Why India Never Did Dairy the Way the West Does

Why India Never Did Dairy the Way the West Does

A western grocery isle full of various dairy products, such as multiple variants of cheese 

Greek yogurt. Whey isolate. Cheese boards. The West made dairy a food group. India made it a garnish.

“Why India Never Did Dairy the Way the West Does

Greek yogurt. Morning Cereals. Cheese boards.
The West made dairy a food group.
India made it a garnish.

In most Western countries, dairy isn’t just a food category, it’s a lifestyle.

A full glass of milk at breakfast.
Cheese slices in every sandwich.
A dedicated section in every supermarket for yogurt, butter, milk, cream, cheese, ice cream, and now, protein shakes.

Dairy, in the West, is central. Universal. Affordable. Convenient.

India? Not so much.

Despite being the world’s largest milk producer, we’ve never treated dairy as a main course.
We put a spoon of ghee on our rice.
A bit of curd on the side of our thali.
A glass of buttermilk after a meal.
Butter for parathas, not for toast.
Milk for chai, not as a standalone drink.

We use dairy as an accent, not a centrepiece.

Why the difference?

It’s partly culture.
Partly infrastructure.
Partly biology.

1. Dairy was never cheap in India

For most Indian households, dairy has always been a luxury—something you use carefully.

Milk was measured.
Ghee was stored like treasure.
Paneer was for special occasions.
Even today, many families buy a litre of milk and stretch it through tea, curd, kheer, and a splash in the curry.

This scarcity bred a culture of moderation. Dairy wasn’t wasted. It wasn’t over-consumed. It wasn’t central. It was precious.
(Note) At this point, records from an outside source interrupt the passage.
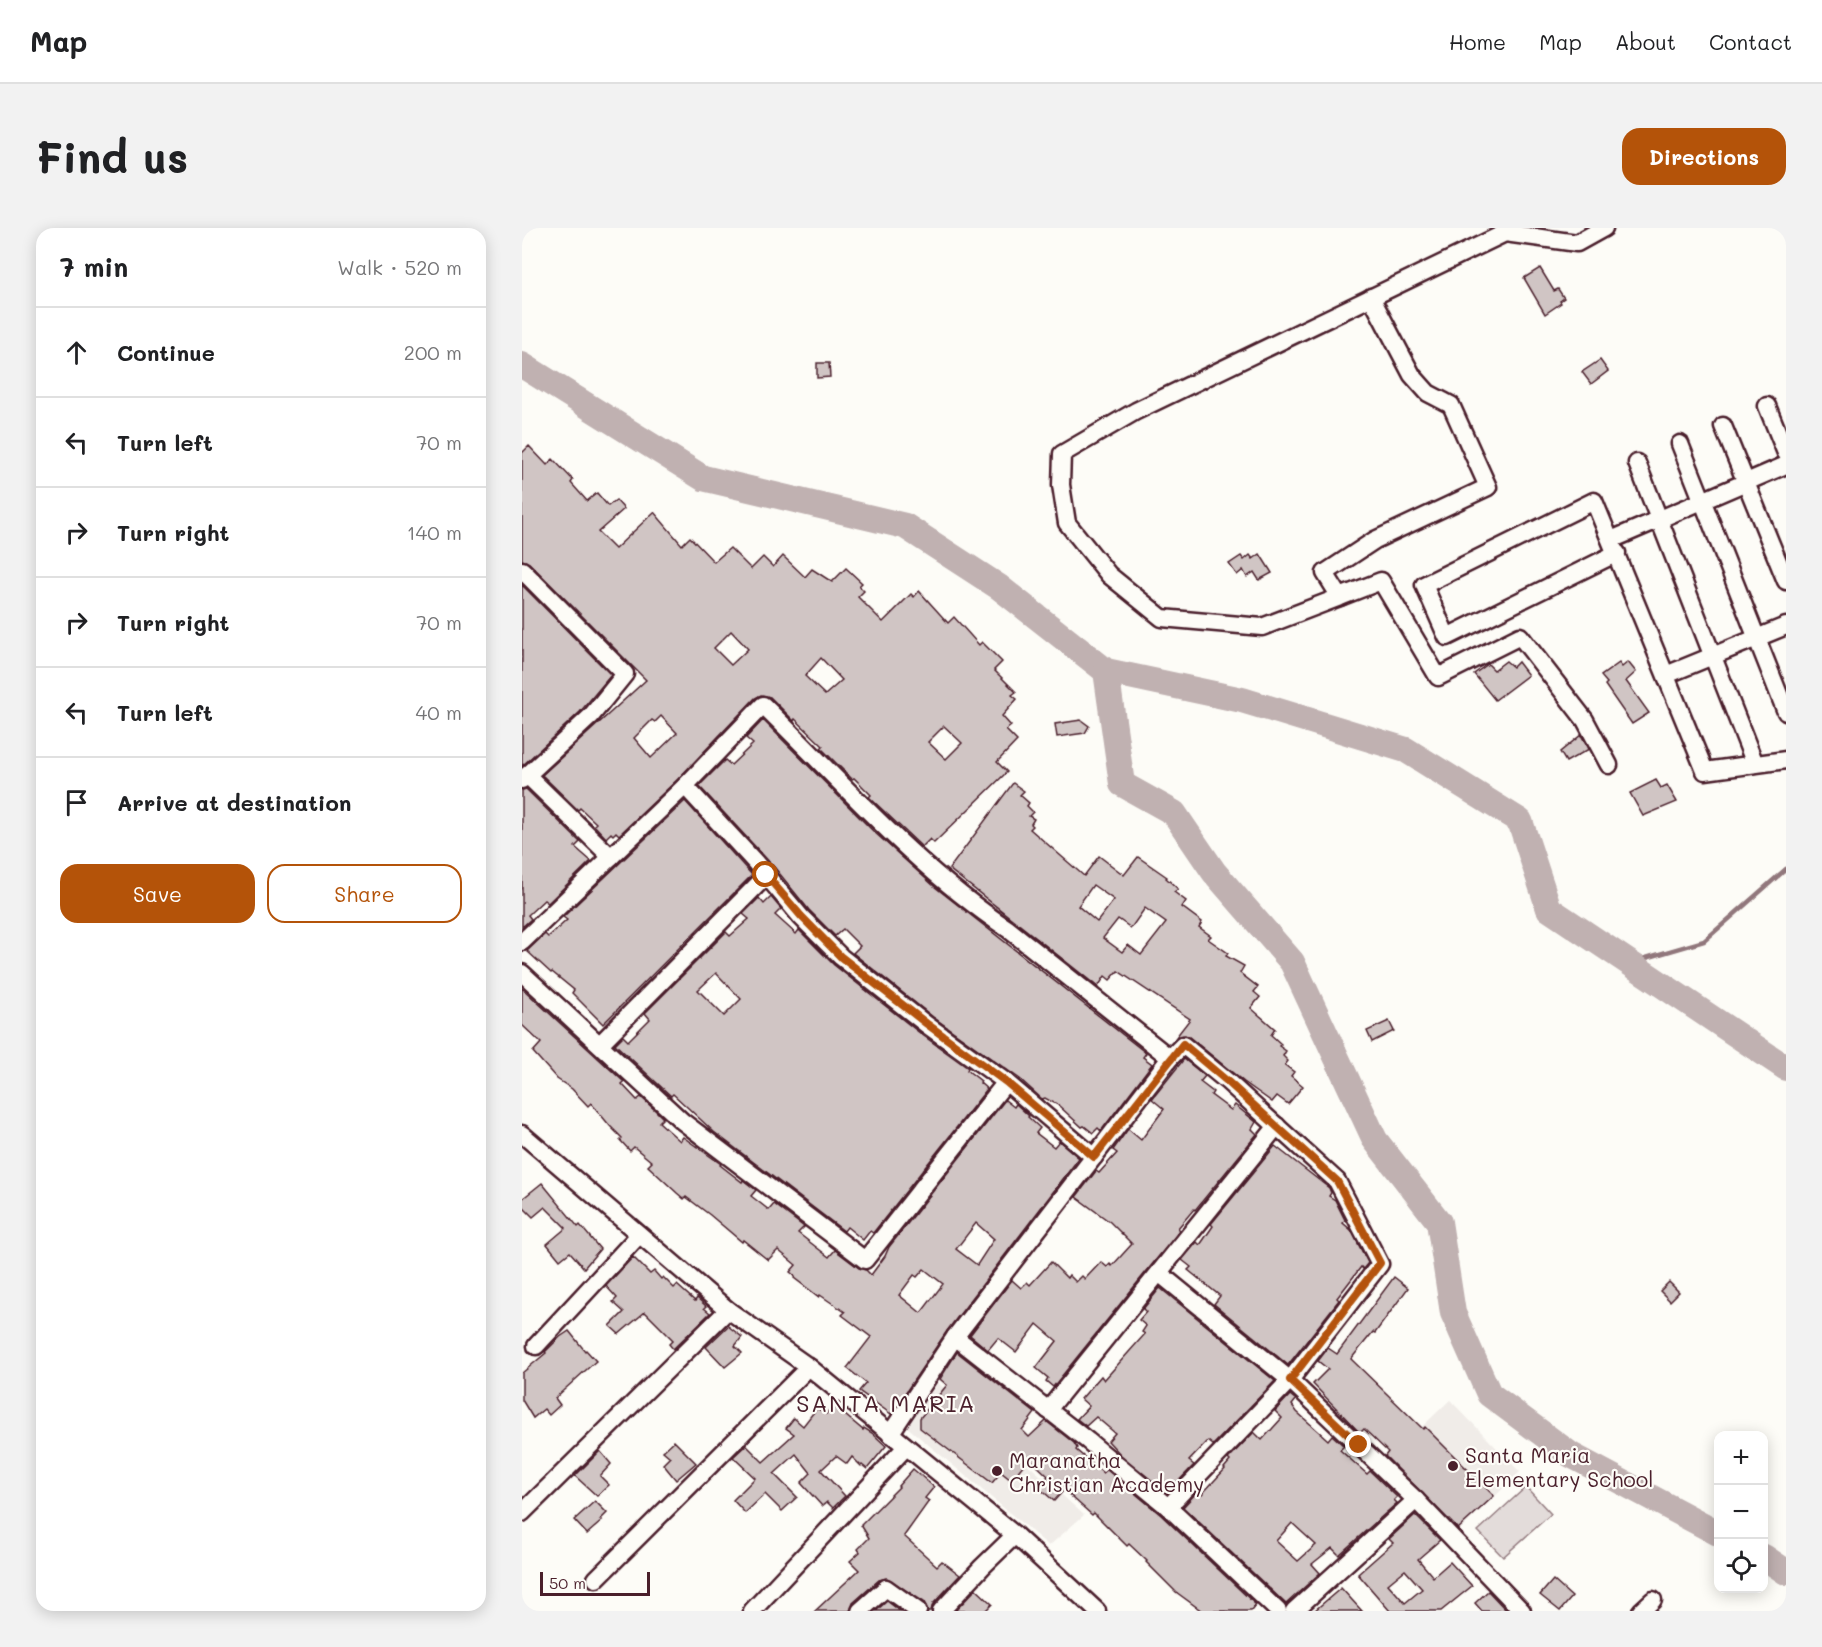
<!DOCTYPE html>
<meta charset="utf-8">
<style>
:root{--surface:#fff;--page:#f2f2f2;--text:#202124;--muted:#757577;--line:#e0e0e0;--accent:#b45309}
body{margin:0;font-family:Mali,sans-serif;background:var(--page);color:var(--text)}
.controls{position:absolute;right:18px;bottom:18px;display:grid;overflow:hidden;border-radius:12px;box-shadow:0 3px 15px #0003}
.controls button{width:54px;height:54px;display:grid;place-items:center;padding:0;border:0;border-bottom:2px solid var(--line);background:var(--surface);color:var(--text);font:30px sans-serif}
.scale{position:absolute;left:18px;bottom:15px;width:110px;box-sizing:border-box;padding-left:6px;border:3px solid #4a1f2b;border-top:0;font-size:16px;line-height:21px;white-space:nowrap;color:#4a1f2b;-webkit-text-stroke:4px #fdfcf7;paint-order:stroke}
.stop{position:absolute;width:18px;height:18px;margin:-14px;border:4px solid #b45309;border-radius:50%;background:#fff}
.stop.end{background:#b45309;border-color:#fff;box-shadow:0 2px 6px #0008}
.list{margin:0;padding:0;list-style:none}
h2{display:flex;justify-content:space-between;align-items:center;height:78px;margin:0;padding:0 24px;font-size:26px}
h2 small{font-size:20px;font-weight:400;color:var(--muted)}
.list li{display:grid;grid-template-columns:39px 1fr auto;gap:18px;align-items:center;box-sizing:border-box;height:90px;padding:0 24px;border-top:2px solid var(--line)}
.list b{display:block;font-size:22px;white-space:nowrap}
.list em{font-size:20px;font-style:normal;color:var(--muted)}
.actions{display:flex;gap:12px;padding:18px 24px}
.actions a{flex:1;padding:14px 0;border:2px solid var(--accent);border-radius:18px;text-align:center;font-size:21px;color:var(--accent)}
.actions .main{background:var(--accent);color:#fff}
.icon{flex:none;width:33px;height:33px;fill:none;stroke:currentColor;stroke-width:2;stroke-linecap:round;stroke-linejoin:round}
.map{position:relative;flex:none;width:1264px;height:1383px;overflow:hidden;border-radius:18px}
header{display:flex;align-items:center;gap:36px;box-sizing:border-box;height:84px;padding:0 30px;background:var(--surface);border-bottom:2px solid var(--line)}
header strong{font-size:28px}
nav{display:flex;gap:33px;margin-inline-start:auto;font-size:21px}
.intro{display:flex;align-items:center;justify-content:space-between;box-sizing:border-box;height:144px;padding:0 36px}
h1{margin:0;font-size:42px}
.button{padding:15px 27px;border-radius:18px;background:var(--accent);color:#fff;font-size:21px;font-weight:700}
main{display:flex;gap:36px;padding:0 36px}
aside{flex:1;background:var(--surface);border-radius:18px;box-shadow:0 3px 15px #0003}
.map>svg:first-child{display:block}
.built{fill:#f0ece8}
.green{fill:#e3dcda;stroke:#967e82;stroke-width:1.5}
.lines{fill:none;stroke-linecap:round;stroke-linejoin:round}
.stream{stroke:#91777b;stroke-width:4.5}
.river{stroke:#c0b1b1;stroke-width:26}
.building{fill:#d0c5c4;stroke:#4a1f2b;stroke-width:1.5;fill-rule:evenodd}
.minor-casing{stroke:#4a1f2b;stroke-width:21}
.minor{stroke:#fdfcf7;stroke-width:16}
.route{stroke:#b45309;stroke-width:8}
.poi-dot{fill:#4a1f2b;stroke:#fdfcf7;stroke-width:2}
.labels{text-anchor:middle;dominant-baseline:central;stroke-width:4.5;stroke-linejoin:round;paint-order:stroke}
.poi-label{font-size:21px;fill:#4a1f2b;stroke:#fdfcf7;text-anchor:start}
.quarter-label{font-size:24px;letter-spacing:1.5px;fill:#4a1f2b;stroke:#fdfcf7}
</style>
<header>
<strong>Map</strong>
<nav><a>Home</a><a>Map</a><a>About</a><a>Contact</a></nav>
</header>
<div class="intro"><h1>Find us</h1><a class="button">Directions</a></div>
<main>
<aside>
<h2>7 min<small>Walk · 520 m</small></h2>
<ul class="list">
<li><svg class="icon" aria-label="ahead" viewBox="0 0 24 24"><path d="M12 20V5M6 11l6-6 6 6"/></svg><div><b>Continue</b></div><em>200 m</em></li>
<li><svg class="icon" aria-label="left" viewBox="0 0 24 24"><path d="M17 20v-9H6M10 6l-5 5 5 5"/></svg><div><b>Turn left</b></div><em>70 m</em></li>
<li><svg class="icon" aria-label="right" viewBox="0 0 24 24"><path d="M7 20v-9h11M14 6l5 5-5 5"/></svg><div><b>Turn right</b></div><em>140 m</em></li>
<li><svg class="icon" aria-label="right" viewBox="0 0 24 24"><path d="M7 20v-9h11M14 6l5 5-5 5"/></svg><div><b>Turn right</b></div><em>70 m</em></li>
<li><svg class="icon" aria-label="left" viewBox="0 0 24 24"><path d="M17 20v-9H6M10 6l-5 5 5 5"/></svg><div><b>Turn left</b></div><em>40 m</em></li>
<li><svg class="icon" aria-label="arrive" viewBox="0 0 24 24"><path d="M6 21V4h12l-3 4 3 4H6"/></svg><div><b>Arrive at destination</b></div></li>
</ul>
<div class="actions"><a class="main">Save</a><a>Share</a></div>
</aside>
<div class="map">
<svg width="1264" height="1383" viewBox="0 0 1264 1383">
<rect width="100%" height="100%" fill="#fdfcf7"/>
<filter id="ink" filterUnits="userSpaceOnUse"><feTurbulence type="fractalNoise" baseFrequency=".0167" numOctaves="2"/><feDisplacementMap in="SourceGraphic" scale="12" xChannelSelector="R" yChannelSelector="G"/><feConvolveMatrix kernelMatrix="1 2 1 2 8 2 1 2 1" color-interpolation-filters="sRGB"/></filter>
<g filter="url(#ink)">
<g class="built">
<path d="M416,1155l146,132 -35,31 -143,-120z"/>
<path d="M928,1172l70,72 -63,61 -71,-72z"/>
</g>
<path class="green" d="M1004,1259l25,27 -48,43 -25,-26z"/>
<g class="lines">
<path class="stream" d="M1107,735l75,-22 82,-72"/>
<g class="river">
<path d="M0,137l181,113 202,48 94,61 107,84 136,29 164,50 114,71 29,88 237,159"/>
<path d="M584,443l16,113 52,29 40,59 78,90 83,178 64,82 14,91 36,81 82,61 147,78"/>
<path d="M1242,1329l22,15"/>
</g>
</g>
<g class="building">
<path d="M1018,40l14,23 4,-2 6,9 -4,3 1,2 -16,11 -21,-36z"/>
<path d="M1078,132l8,11 -17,13 -9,-12z"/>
<path d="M295,135h12l1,14 -13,1z"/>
<path d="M7,218l18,19 6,-6 20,21 -2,3 16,18 10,-8 11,13 8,-6 8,9 -26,23 17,17 39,-37 28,33 8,-8 24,25 16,-14 21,21 12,-12 10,10 10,-11 22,21 7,-8 20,13 14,-14 16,15 -3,3 5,5 -6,6 25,25 28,-28 3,3 5,-6 29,32 6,-6 25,28 3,-3 20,20 -8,8 22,22 -4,3 5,4 -15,17 9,10 -5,4 11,11 -20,21 10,10 -73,71 -4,-4 -8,8 -53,-50 2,-2 -17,-17 -2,1 -31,-31 2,-2 -28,-27 -1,2 -24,-24 -9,-2 -6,3 -77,81 -59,56 -3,-3 -3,3 -2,-2 -5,5 -12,-13 2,-2 -16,-15 -2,2 -36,-35 104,-95 -117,-117 -7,-3v-107zM209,403l17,18 -17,16 -17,-17zM299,430l21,22 -17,15 -20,-19zM139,488l16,17 -26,25 -17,-20 18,-18 3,2zM422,498l18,17 -16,16 -18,-17z"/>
<path d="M738,326l12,19 -13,7 -5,-8 -7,5 -4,-7 -6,5 -8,-11 12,-8 3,4 6,-5 3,4z"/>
<path d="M0,357l89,90 -31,37 -58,54z"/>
<path d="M984,433l7,6 5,-5 10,13 -33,25 -21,-26 14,-10 6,6z"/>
<path d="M1106,434l8,10 -10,9 23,32 -17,11 -27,-39 2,-2 -6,-7 18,-13 3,4z"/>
<path d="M241,492l110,111 62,56 211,166 -3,4 9,7 -51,67 -3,-3 -5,5 -9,-7 -2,1 -24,-22 -13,-7 -3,1 -22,-20 -87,-62 -80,-64 7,-7 -17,-17 -8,7 -26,-26 -34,-42 -76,-82 26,-26 6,5 22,-21 -7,-6z"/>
<path d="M559,492l8,6 -4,7 -28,4 -2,-13z"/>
<path d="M1059,507l8,14 -23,13 -6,-10z"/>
<path d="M1134,552l5,8 6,-3 10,17 -34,14 -13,-23z"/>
<path d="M491,555l11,8 -4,4 9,8 -2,3 6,6 -4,4 5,3 -3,5 2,2 -3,3 54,47 15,-20 25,19 14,-18 29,20 -1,1 12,11 -4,3 12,9 -4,6 20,15 -3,5 12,9 -3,3 20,14 -2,3 18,10 -4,7 18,14 -4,5 6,5 -9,11 24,21 -4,6 10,9 -2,2 7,5 -3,5 5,5 -3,4 9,7 -3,4 12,10 -15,18 -11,-8 -5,6 -28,-20 -55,-45 -4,-2 -9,2 14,-18 -72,-48 -8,9 -5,-4 -7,11 -149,-118zM571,657l21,15 -17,22 -19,-16zM623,680l21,15 -25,32 -13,-10 -6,7 -19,-14 15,-19 13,9z"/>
<path d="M4,561l54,53 -5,5 16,14 -43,42 -4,-3 -16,15 3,4 -9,8v-137z"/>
<path d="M163,573l67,74 -149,149 -31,-31 2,-3 -22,-18 -1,1 -24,-22 18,-17 3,3 19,-17 -4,-3z"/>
<path d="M249,669l10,12 -6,6 21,19 3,-4 35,35 87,69 47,34 -1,2 14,11 -1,2 7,6 -114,144 -3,-2 -7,9 -16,-13 -3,4 -130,-99 -41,-38 -2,2 -56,-52 8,-8 5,5 22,-22 -5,-6 81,-81 4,4 19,-17 -6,-5 16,-16 5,6zM194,745l25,26 -17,17 -26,-26z"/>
<path d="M0,760l102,94 -2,2 15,16 4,-3 15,14 7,7 -4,4 21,19 3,-4 38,27 -1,1 22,17 1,-2 13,10 -5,6 18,14 5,-6 30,23 -6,6 31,24 6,-7 24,18 7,2 5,5 14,-19 4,-9 116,-147 9,7 2,-3 13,12 -1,1 12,11 -4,5 18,14 5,-6 20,17 -132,173 -56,83 -32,-23 7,-8 -19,-15 24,-31 -29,-22 3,-3 -25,-17 -1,2 -25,-19 1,-2 -5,-4 6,-7 -18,-15 -10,10 -25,-20 -1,2 -32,-27 -24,-18 -2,2 -7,-6 -29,-27 4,-4 -18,-15 -4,4 -10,-11 2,-2 -12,-12 -19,-23 -3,3 -16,-17 -15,-10 -24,-27 8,-9 -19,-18zM454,995l18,16 -17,26 -21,-16zM402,1041l19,15 -22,29 -22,-18 15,-20 3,2z"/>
<path d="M867,793l5,10 -22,11 -5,-11z"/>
<path d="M662,831l21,17 -5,6 13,10 -2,3 20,15 4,-5 21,17 -4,7 5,5 -62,76 -1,-1 -16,19 2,2 -127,157 -7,-6 2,-3 -12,-10 21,-27 -20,-17 -21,28 -18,-14 -10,12 -18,-15 42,-55 9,8 6,-6 3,3 21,-23 16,16 2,-3 7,7 6,-6 3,3 16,-17 6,5 3,-3 2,2 20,-22 -22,-22 -34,-25 20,-26 3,2 18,-20 -4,-3 15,-21 13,11 23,-31 -12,-10z"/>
<path d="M753,918l54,42 2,5 -2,3 6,4 10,20 -2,3 8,7 17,33 -5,6 -2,-2 -24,31 2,2 -51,65 -74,-61 6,-8 -32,-26 3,-3 -9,-7 15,-18 3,3 13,-19 -2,-2z"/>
<path d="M20,955l36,44 2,-2 20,24 -16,19 -14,-16 -10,8 -13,-16 19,-16 -21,-21 -12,10 -11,-11v-7z"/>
<path d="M111,1029l17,17 4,-3 7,8 2,-2 11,11 3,-3 18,16 2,-3 9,8 -2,2 6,5 -37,36 -4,-5 4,-4 -28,-28 -26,22 -9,-8 14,-14 -11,-10 4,-4 -11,-12z"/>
<path d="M872,1049l14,11 -33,45 -2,-1 -22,27 72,70 2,-2 69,69 -36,33 -73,-73 3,-4 -24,-23 -4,4 -47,-49 15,-15 -10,-8 10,-13 9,6z"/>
<path d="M1147,1054l10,10 -9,9 -10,-10z"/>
<path d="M638,1060l115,93 -62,64 -5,-4 -19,20 5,4 -27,28 -46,-38 -13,-14 7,-8 -19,-16 -10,9 -9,-7 12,-13 -8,-7 20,-23 3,4 41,-46 -3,-2 4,-6 -7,-6 7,-8 -3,-3z"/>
<path d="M206,1098l14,11 -7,9 7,7 -17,14 -19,-20z"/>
<path d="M47,1103l16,20 1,-1 10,11 -41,37 5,7 -11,10 -5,-6 -11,9 -11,-18v-27l24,-20 -1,-1 15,-15z"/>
<path d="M435,1124l78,61 -13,17 7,7 17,-16 28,22 3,5 -1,2 27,23 4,-3 54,45 95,90 -5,6h-49l-26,-19 -30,-30 1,-1 -18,-17 -2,2 -33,-33 -2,2 -28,-25 -10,11 -16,-14 10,-11 -19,-18 -18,22 -10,-8 -9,11 -72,-55v-10l27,-33 -7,-6z"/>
<path d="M768,1167l6,5 -4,5 5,7 31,28 4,-5 12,11 -4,4 27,24 3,-3 27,26 -3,3 3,3 -58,52 -7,-7 -20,16 8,9 -34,31 -103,-97 15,-16 4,3 23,-25 -1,-1 6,-7 -2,-2 26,-27 8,8 20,-22 -7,-7zM770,1295l24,22 -18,16 -22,-20z"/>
<path d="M311,1177l30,25 1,-2 8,5 14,13 -19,23 -5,-4 -1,1 -9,-9 -5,7 -11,-8 -15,14 24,26 -12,12 -6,-6 -5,4 -21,-23 10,-10 -15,-19 -22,20 23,23 -15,14 -17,-17 -20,19 -12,-13 22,-22 -22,-21 13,-12 17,17 31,-28 -8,-6 8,-10 9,8 14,-18 9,6z"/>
<path d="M152,1213l22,22 -20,17 -13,-16 7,-7 -7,-6z"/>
<path d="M78,1223l11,13 -11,12 9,9 -12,11 -22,-20z"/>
<path d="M391,1241l21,18 -9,11 4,3 -25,35 33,30 5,-5 18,14 -27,29 -2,7h-3l-4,-9 -37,-24 -8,2 -26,23 -3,8h-35l44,-41 -9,-9 10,-9 -2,-3 11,-11 -8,-13 38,-38 -1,-1z"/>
<path d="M73,1273l12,12 -7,7 2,1 -15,13 -13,-14z"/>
<path d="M893,1287l25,25 -22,19 15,18 17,-15 22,24 -31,25h-51l-32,-37 35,-31 -4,-4zM883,1342l17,19 -17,14 -17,-19z"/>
<path d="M1031,1352l19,17 -12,14 -20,-16z"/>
<path d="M819,1360l21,23h-48z"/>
<path d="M454,1361l16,15 -7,7h-30z"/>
<path d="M966,1363l17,18 2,2h-25l-7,-8z"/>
<path d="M365,1373l13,10h-24z"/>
</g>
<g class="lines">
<defs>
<g id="minor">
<path d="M849,69l41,78 16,18 23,12 37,82 -113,53 -50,33 15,24 41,-16 57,96 82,-41 65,84 24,45"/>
<path d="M1245,178l19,47"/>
<path d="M1201,198l63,155"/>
<path d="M1158,216l106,268"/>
<path d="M1115,235l118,301"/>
<path d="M1089,312l175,-75"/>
<path d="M1095,325l-170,84 -23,-52 170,-84 111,270 81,-11"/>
<path d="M0,342l103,104 -34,42 -69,64"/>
<path d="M818,369l-78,30 -100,-9 -53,-43 -42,-52 -6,-38 1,-31 74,-43 369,-178 72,10 27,-15"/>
<path d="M1144,447l120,-49"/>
<path d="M5,547l84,82"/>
<path d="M163,558l70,76 46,55 40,40 86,68 79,57 88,75"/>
<path d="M0,714l163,-156 78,-81c79,77 153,163 245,224l162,129 13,-13 45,37 109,99 43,83 -90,116 -122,127"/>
<path d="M0,745l160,148 183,139 141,-178"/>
<path d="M78,816l167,-169"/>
<path d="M0,906l206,176 81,57 206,168 82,76"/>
<path d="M637,1045l131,107 126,120 106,111"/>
<path d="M433,1109l133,104 80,66 110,104"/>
<path d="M14,1118l103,-111"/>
<path d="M526,1182l229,-284"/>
<path d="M368,1206l65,-97 215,-279"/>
<path d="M0,1285l206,-203"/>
<path d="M74,1351l213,-212"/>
<path d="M230,1383l154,-164"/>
<path d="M338,1383l26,-23 32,23"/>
<path d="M419,1383l41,-44 33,-32"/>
<path d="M772,1383l122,-111"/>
<path d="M1119,1383l12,-11"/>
</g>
</defs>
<use href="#minor" class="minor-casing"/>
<use href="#minor" class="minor"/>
</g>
</g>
<g class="lines" filter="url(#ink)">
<path class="route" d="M244,647l35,41 40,41 86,67 79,58 88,75 89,-113 45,38 109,99 43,82 -90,117 69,65"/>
</g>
<g class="poi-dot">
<circle cx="931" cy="1238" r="6"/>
<circle cx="475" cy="1243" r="6"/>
</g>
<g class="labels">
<g class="poi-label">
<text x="943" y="1226">Santa Maria<tspan x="943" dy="24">Elementary School</tspan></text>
<text x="487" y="1231">Maranatha<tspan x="487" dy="24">Christian Academy</tspan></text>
</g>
<g class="quarter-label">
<text x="364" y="1174">SANTA MARIA</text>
</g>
</g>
</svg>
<div class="controls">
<button>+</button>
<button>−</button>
<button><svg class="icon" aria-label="locate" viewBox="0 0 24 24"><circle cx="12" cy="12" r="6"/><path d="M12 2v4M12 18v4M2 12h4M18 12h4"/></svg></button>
</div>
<div class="scale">50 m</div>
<div class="stop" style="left:244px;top:647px"></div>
<div class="stop end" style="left:837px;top:1217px"></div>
</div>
</main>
2. We’re crop-first, not cow-first

India has always been an agriculture-heavy economy — but not in the way the West is.
Our focus has been on growing crops: rice, wheat, pulses, millets.
The Green Revolution was all about increasing grain yield.
Government subsidies and infrastructure investments overwhelmingly supported crop cultivation - irrigation, seeds, storage, fertilization, pricing.

The dairy sector, while massive in scale, hasn’t seen the same structured push.
Cold chains are lacking.
Refrigeration is expensive.
Value-added dairy products (like cheese, cream, yogurt, etc.) haven’t been scaled the way they have in Europe or America.
In short: we produce milk, but we don’t do much with it.

3. Lactose intolerance is real in India

About 60–65% of Indians have some level of lactose intolerance.
That’s not anecdotal, it’s biology.

Our bodies produce less lactase, the enzyme needed to break down lactose (milk sugar), especially as we age.
The West has a higher prevalence of lactase persistence meaning their bodies continue to produce lactase well into adulthood.
This genetic trait allows them to consume large amounts of dairy without discomfort.

Indians? We’re more likely to feel bloated, gassy, or ill after a tall glass of milk or cheese-heavy meals.

Which is probably why traditional Indian food used dairy mindfully, not because we knew the word “lactose,” because we understood what felt good.

In Indian households, dairy was always paired with intent.

  • Curd to cool the stomach after a spicy meal.

  • Buttermilk to aid digestion.

  • Ghee to oil up our food.

Ayurveda never recommended dairy for protein or calcium alone. It was about function, season, and body type.

We never turned dairy into a one-size-fits-all solution. It was always contextual.

So what changed?

Urbanisation. Globalisation. Packaged food.
And the idea that nutrition has to look Western to be valid.

But we’re still a country where many can’t digest too much milk.
Where refrigeration isn’t universal.
Where ghee is made at home and curd is cultured overnight.

And maybe, that’s okay.

The bottom line?

India doesn’t treat dairy the way the West does, not because we’re behind, but because we’re different.
Different habits. Different biology. Different relationship with food.

We don’t eat dairy to fill up.
We eat it to balance out.

And in that balance, there’s wisdom”.